What Pediatric Dietitians Recommend Instead
The Academy of Nutrition and Dietetics' pediatric nutrition guidelines recommend meeting NAD+ precursor needs through dietary niacin equivalents, found in chicken, tuna, fortified cereals, and peanuts [16]. Dietary niacin intake in children eating a varied diet already supports adequate NAD+ synthesis through the Preiss-Handler pathway without supplementation.
Regulatory and Legal Considerations for Parents and Clinicians
Neither the FDA nor the FTC has approved any marketing claim linking NMN or NR to pediatric cognitive or athletic benefit. Clinicians prescribing or recommending NMN/NR to children under 12 for these purposes would be doing so entirely off-label, without supporting evidence, and potentially contrary to FDA supplement marketing rules [17].
FDA Stance on NMN as a Dietary Supplement
In 2022, FDA issued a response to a citizen petition stating that NMN is excluded from the dietary supplement definition under 21 U.S.C. 321(ff)(3)(B)(ii) because it was authorized for investigation as a new drug before being marketed as a supplement [17]. This regulatory ambiguity means that NMN products sold over-the-counter exist in a legally contested space, and their quality, purity, and dosing accuracy are not guaranteed by FDA oversight. Third-party testing from organizations like NSF International or USP is the minimum standard for any supplement considered for a child, and even then, efficacy and pediatric safety remain unestablished.
Informed Consent and Clinical Liability
Physicians and naturopathic practitioners recommending NMN or NR for children should document that parents have been informed of the complete absence of pediatric trial data, the regulatory ambiguity, and the theoretical risks outlined above.

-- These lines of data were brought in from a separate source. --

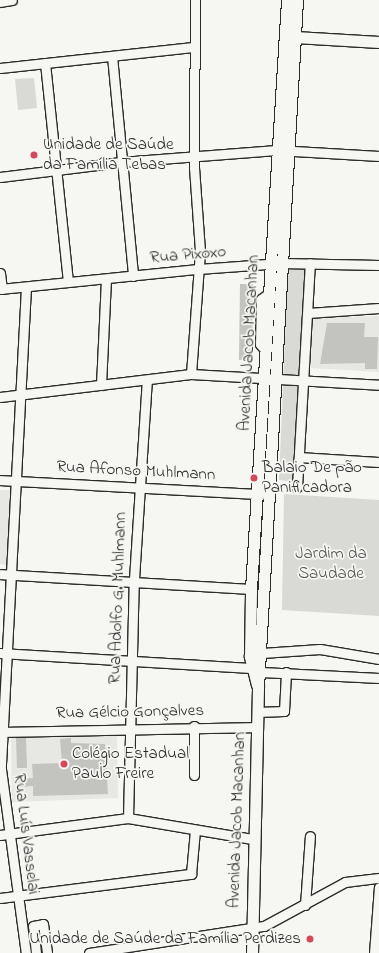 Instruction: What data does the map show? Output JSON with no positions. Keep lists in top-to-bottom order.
{
  "streets": {
    "main road": ["Avenida Jacob Macanhan"],
    "street": [
      "Rua Pixoxo",
      "Rua Afonso Muhlmann",
      "Rua Adolfo G. Muhlmann",
      "Rua Gélcio Gonçalves",
      "Rua Luís Vasselai"
    ]
  },
  "crossings": [
    ["Rua Pixoxo", "Avenida Jacob Macanhan"],
    ["Rua Pixoxo", "Rua Luís Vasselai"],
    ["Avenida Jacob Macanhan", "Rua Afonso Muhlmann"],
    ["Avenida Jacob Macanhan", "Rua Gélcio Gonçalves"],
    ["Rua Afonso Muhlmann", "Rua Adolfo G. Muhlmann"],
    ["Rua Afonso Muhlmann", "Rua Luís Vasselai"],
    ["Rua Adolfo G. Muhlmann", "Rua Gélcio Gonçalves"],
    ["Rua Gélcio Gonçalves", "Rua Luís Vasselai"]
  ],
  "parks": ["Jardim da Saudade"],
  "places": [
    "Unidade de Saúde da Família Tebas",
    "Balaio De pão Panificadora",
    "Colégio Estadual Paulo Freire",
    "Unidade de Saúde da Família Perdizes"
  ]
}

The American Academy of Pediatrics' Committee on Nutrition guidance states that "supplements should not replace a varied diet" and that "the use of supplements in children requires careful consideration of potential risks and benefits" [10].
Summary of Current Evidence and Clinical Position
The evidence base for NMN and NR in children under 12 is empty for efficacy and incomplete for safety. NAD+ levels in healthy school-age children are not depleted. No randomized trial supports use for cognition, focus, or athletic performance in this age group. Known adult adverse effects at high doses, combined with uncharacterized pediatric risks involving growth, hormonal, and renal physiology, mean the precautionary standard applies firmly here.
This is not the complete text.